_Data extracts_.
[Start of section]

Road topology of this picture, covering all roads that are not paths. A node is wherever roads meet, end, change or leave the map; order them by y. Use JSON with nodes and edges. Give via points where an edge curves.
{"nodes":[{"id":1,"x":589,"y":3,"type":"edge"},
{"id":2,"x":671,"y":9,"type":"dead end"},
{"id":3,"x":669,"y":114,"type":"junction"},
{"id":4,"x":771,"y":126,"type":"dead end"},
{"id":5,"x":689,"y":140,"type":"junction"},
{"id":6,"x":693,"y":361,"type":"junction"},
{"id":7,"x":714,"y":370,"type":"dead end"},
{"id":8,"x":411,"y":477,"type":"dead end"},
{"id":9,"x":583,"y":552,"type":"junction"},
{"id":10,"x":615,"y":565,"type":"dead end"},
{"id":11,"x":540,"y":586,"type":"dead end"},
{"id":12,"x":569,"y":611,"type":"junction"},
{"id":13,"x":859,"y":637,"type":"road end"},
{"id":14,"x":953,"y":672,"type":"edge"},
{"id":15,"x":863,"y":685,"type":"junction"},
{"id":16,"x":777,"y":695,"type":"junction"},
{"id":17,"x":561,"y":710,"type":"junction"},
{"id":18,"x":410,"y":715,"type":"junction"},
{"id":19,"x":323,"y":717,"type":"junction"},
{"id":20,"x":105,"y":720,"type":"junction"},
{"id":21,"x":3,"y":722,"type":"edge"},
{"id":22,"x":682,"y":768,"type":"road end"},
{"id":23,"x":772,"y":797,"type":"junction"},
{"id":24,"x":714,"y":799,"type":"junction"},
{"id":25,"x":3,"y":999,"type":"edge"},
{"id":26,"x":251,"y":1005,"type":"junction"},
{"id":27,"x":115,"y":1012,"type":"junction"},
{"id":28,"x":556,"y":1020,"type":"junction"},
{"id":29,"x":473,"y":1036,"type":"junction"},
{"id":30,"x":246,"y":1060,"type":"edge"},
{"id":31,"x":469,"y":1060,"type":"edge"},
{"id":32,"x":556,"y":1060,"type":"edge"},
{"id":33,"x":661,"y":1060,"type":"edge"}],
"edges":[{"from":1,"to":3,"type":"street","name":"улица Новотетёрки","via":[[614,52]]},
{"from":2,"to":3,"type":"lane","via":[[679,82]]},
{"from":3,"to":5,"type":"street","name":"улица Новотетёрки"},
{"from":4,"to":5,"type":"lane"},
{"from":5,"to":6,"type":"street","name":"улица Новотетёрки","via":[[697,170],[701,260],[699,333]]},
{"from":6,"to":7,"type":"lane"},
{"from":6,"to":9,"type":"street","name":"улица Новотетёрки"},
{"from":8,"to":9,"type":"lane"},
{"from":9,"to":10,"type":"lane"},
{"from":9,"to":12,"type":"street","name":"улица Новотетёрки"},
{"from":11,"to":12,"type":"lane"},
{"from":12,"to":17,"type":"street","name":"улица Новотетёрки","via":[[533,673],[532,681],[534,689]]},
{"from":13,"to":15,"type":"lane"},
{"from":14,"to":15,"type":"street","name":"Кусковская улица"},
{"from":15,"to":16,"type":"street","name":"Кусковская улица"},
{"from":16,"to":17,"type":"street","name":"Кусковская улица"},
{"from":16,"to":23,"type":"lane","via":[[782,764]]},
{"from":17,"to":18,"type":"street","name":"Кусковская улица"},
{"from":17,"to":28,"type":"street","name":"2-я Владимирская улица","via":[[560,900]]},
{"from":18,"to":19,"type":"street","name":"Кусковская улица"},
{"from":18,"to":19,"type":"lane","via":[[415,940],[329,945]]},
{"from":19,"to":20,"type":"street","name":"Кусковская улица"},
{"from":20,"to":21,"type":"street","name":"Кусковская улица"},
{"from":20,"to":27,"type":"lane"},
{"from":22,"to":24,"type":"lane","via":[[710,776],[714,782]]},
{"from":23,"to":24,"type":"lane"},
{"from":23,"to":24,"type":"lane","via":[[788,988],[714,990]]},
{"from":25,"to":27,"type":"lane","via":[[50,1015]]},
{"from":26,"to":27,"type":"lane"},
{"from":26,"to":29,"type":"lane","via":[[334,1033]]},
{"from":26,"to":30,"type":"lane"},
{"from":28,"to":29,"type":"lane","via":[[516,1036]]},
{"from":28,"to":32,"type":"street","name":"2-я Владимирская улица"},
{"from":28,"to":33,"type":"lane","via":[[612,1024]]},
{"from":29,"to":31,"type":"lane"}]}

[End of section]

_What is needed_. Give the number of lines in this material that include the string "dead", with no other text.

_Exercise response_. 6